Several weeks ago, Linc Sample posted a sign on Townsend Avenue, just across from the Congregational Church and most visible to people as they drive out of town.

Along with a silhouette of an assault rifle, the sign states, “Black Rifles Matter: Yes, we have ’em. No, you can’t take ’em.”

The sign has led local merchants and business leaders to fear that tourists will shun the town, especially in the wake of threats by some out-of-staters to avoid Maine after Gov. Paul LePage’s recent statements about black and Hispanic people trafficking drugs in Maine.

Sample has posted signs on his property for years, drawing various levels of controversy, including one in 2015 that featured the Confederate flag.

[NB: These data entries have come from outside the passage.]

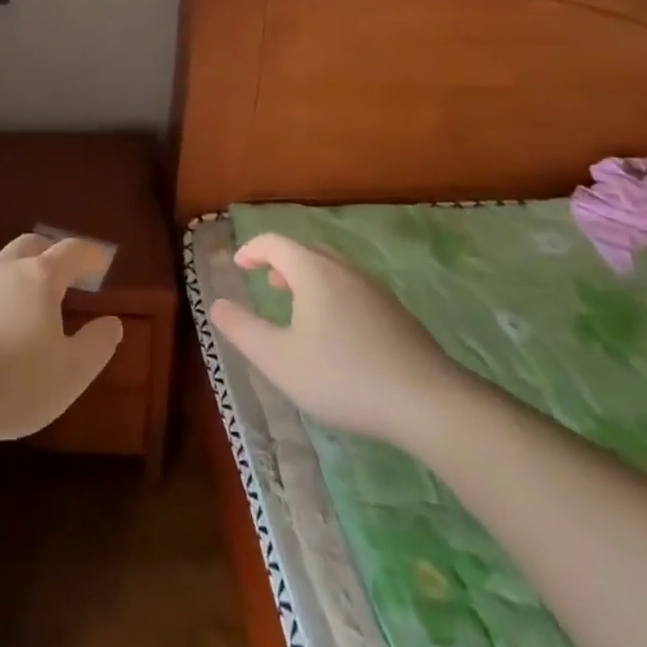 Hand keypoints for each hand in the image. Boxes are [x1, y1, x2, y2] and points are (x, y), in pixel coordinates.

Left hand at [0, 234, 123, 443]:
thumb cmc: (14, 382)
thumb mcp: (71, 373)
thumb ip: (96, 345)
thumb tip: (112, 322)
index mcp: (38, 279)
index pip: (70, 251)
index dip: (89, 253)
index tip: (101, 260)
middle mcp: (2, 270)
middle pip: (30, 245)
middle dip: (50, 252)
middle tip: (62, 271)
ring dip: (15, 271)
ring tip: (23, 296)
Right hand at [209, 233, 469, 446]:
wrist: (429, 403)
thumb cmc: (343, 376)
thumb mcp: (279, 359)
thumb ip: (242, 329)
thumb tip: (216, 304)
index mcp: (313, 272)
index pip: (276, 243)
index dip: (252, 249)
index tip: (239, 265)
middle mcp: (345, 271)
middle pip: (307, 251)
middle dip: (282, 261)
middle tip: (267, 282)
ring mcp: (376, 292)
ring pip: (334, 271)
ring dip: (309, 279)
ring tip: (298, 306)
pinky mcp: (398, 316)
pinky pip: (354, 290)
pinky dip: (333, 296)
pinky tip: (337, 334)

But this year, the signs have prompted complaints to town officials and business owners, including an anonymous letter from a tourist who said they reportedly left town early because of the sign.

“I think it’s racist,” said Rick Prose, who serves as executive director of the Boothbay Harbor Region Chamber of Commerce and lives five doors down Townsend Avenue from the sign. “It’s insensitive and it’s certainly not welcoming.”

Prose produced a handwritten anonymous letter addressed to him and the Boothbay town manager dated July 25, 2016, from someone whose family has vacationed in Boothbay for five years, but said they were leaving early this year after seeing the “shocking” sign.

“With regret, we are cutting our vacation short because we do not agree with this brazen signage and feel the security of our family comes first,” the writer stated.

Prose said he has heard “many” complaints about the sign — as has Steve Madden, whose store Mung Bean, in the heart of the downtown, is only blocks from the sign.

“Customers just can’t believe it’s there, and they don’t think it’s appropriate,” Madden said. “It’s very controversial in today’s climate. It’s not an inviting sign.”

Sample, a former selectman and longtime resident of the area whose father owned Sample’s Shipyard and whose brother is comedian Tim Sample, has posted signs on the property for years promoting the rights of gun owners.

“He thinks he knows the Constitution really well, but the Second Amendment doesn’t mean they can have machine guns,” Prose said.

But Sample said Friday that people who are offended by the sign “are reading more into it than there really is.”

According to Sample, the local newspaper published a half-page ad a few months ago signed by more than 100 people advocating for a ban on assault weapons. In response, he said, he and more than 100 others signed a half-page ad supporting the rights of gun owners.

“In the meantime, I put up my sign,” he said. “It really revolves around the term ‘my black rifles,’ which has been around for a couple for decades.” He said his rifles “matter just as much to me as your antique rifles.”

“Yes, we have ’em,” Sample said. “We have AK-15s, or what the press generally calls assault weapons. Everyone knows I’ve got guns. The sign never had any meaning in it, it was never meant to be a reflection on race or a threat to Black Lives Matter. This is just a tongue-in-cheek way of saying, ‘You’re not taking them.’ It’s a rallying cry for the Second Amendment.”

Boothbay Harbor Town Manager Tom Woodin said he’s received many letters and phone calls from people saying the sign is racist and vowing not to return to Boothbay Harbor. Woodin said he was unable to provide any of the letters because he doesn’t keep them. He said that Sample installed posts and obtained permits that make the signs absolutely legal.

Still, he said he called the chairman of the Board of Selectmen about the anonymous letter, in part because Boothbay Harbor and Boothbay have begun a joint economic development effort.

“I said, ‘This flies in the face of economic development,’” Woodin said. “[But] I think the consensus of the board is that although it’s legal, it’s unpleasant.”

Denise Griffin, chairwoman of the Board of Selectmen, said Friday that the board had not discussed the sign and that no one had officially complained about it to her.

Griffin said the signs are protected as “freedom of speech,” and said year-round residents have become used to them.

Last year, Sample removed a sign featuring the Confederate flag after “some feel-good nut jobs threatened people on my property,” he said Friday. He said he would typically have replaced this sign with another by now “to keep it fresh” but he said that with so many people stopping to take pictures of it — and because he refuses to cave to those with “overly tender sensibilities” — he’s left it up.

“If you’re threatened by a 40-square-foot sign that says ‘Black Rifles Matter’ with a silhouette of a rifle, perhaps you better look at [your] own self,” he said. “This is the overly sensitive place America has come to.”